La intuición, la experimentación y la construcción de una teoría, los tres pilares en los que se fundamenta toda ciencia, es una secuencia que no siempre sigue el mismo orden. En el caso de la física cuántica, la construcción teórica ha acabado por ocupar el primer lugar. Es además una construcción de naturaleza mayoritariamente matemática. El resultado es que si para hacer divulgación de esta materia, ya de por sí difícil de digerir, hay que sembrar el camino de fórmulas, salimos de Herodes para entrar en Pilatos, y más si tenemos en cuenta que en estos linderos no se trabaja precisamente con matemáticas elementales. ¿Qué hacer pues, cuando hasta para los mismos estudiantes de la carrera de física el encuentro con la mecánica cuántica conlleva una crisis que, en el mejor de los casos, puede durar un par de años? En una ocasión, el premio Nobel de física Niels Bohr dijo que si alguien no quedaba confundido por la física cuántica es que no la había entendido bien. Ante un escenario de estas características no queda más que, después de haber edificado el armazón teórico necesario (el de la mecánica cuántica es de los más consistentes que se han construido nunca), iniciar el camino de la persuasión como herramienta alternativa al de la intuición.

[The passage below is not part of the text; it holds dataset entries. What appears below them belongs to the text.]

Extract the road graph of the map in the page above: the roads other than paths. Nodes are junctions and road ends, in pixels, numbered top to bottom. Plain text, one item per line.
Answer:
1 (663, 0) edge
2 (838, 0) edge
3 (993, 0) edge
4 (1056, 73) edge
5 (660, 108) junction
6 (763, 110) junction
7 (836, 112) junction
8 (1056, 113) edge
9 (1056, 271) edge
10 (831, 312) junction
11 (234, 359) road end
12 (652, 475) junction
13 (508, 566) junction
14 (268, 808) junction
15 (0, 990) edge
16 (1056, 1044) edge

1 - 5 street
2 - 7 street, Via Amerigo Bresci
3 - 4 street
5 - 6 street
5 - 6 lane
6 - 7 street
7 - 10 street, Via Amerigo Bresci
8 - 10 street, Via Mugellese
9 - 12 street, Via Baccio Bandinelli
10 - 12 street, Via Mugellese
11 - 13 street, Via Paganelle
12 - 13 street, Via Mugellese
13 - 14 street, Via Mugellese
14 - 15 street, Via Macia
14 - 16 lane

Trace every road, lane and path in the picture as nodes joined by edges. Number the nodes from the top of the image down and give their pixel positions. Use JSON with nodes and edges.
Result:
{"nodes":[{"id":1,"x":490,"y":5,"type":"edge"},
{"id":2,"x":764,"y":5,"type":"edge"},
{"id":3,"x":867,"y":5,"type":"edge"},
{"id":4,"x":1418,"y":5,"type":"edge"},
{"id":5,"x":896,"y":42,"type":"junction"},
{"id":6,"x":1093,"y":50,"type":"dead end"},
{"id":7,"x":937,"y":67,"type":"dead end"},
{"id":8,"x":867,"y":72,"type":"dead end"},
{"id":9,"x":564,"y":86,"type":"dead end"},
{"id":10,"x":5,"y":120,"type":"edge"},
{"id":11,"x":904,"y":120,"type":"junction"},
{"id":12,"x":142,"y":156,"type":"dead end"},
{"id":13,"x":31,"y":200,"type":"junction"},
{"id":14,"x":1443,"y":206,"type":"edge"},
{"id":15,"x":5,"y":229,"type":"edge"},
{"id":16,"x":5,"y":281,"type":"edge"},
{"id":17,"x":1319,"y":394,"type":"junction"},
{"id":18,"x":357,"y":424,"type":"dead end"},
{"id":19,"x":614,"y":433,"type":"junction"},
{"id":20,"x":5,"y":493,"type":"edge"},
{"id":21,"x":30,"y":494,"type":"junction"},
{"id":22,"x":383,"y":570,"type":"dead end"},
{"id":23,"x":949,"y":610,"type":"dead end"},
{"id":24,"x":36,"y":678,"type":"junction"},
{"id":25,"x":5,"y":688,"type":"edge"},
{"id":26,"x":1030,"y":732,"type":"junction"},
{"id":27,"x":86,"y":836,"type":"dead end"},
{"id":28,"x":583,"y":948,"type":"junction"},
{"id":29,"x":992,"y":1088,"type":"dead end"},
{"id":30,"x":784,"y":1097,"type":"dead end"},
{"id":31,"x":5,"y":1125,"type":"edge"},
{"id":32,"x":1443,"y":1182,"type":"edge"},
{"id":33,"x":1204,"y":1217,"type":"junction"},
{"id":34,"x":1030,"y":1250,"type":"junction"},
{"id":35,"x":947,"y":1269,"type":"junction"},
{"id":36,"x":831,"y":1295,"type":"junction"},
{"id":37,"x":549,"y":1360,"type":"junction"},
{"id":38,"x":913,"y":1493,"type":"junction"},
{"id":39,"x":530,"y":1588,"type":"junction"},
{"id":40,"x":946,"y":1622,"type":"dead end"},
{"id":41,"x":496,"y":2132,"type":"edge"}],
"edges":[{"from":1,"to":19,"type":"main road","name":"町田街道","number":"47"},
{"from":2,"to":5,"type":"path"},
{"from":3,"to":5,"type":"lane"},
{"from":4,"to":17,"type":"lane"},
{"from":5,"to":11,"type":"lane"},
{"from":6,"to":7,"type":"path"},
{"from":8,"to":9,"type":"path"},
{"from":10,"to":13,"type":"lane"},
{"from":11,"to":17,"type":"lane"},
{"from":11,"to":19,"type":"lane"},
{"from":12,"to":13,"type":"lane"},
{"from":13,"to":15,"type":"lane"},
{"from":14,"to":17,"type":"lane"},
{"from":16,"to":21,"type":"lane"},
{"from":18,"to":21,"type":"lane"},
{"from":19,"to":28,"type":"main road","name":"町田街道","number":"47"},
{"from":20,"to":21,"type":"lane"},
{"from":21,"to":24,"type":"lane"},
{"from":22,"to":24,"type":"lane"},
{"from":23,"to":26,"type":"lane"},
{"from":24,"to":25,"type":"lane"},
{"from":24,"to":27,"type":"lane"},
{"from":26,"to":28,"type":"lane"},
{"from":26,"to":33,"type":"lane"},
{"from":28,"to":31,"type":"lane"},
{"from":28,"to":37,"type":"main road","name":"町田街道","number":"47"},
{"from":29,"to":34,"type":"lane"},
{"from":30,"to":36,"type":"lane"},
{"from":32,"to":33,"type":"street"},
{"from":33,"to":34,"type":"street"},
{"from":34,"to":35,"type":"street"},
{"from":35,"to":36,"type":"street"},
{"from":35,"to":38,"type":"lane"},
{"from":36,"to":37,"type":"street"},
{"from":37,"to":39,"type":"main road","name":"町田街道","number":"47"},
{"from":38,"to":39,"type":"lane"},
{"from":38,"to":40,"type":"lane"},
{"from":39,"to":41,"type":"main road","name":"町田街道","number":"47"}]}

Ante tan fantásticos fenómenos experimentales es fácil y tentador, especialmente fuera de los ámbitos universitarios, que la persuasión se convierta en pura seducción; y esta, cuando se desnuda del razonamiento solo puede tener como respuesta el simple acto de fe. Cuando nos dicen que se ha encontrado agua en la Luna o en Marte nos lo creemos. Primero porque es creíble, y segundo, porque hemos depositado nuestra confianza en determinados medios de comunicación. Pero cuando leemos un artículo que habla del gato de Schrödinger o de teleportación cuántica, las cosas cambian. Unos pasan página, otros se interesan y quieren saber más. Pero también hay quien está dispuesto a ver en ello una especie de revelación, una nueva visión del mundo. En este sentido, recomiendo, a los que se interesan por la antropología cultural, un «paseo-nauta» por internet. Descubrirá numerosas sociedades que han aparecido últimamente en torno a la «metafísica cuántica», desde los puros fans, sin más, hasta clubes filosóficos de todos los colores, incluyendo comunidades con tendencias religiosas. ¿Por qué no habría de ser así si, al fin y al cabo, en este mundo de difíciles matemáticas y confusas interpretaciones, los que huyen de la ciencia de los mitos acaban por abocarse casi siempre al mito de las ciencias?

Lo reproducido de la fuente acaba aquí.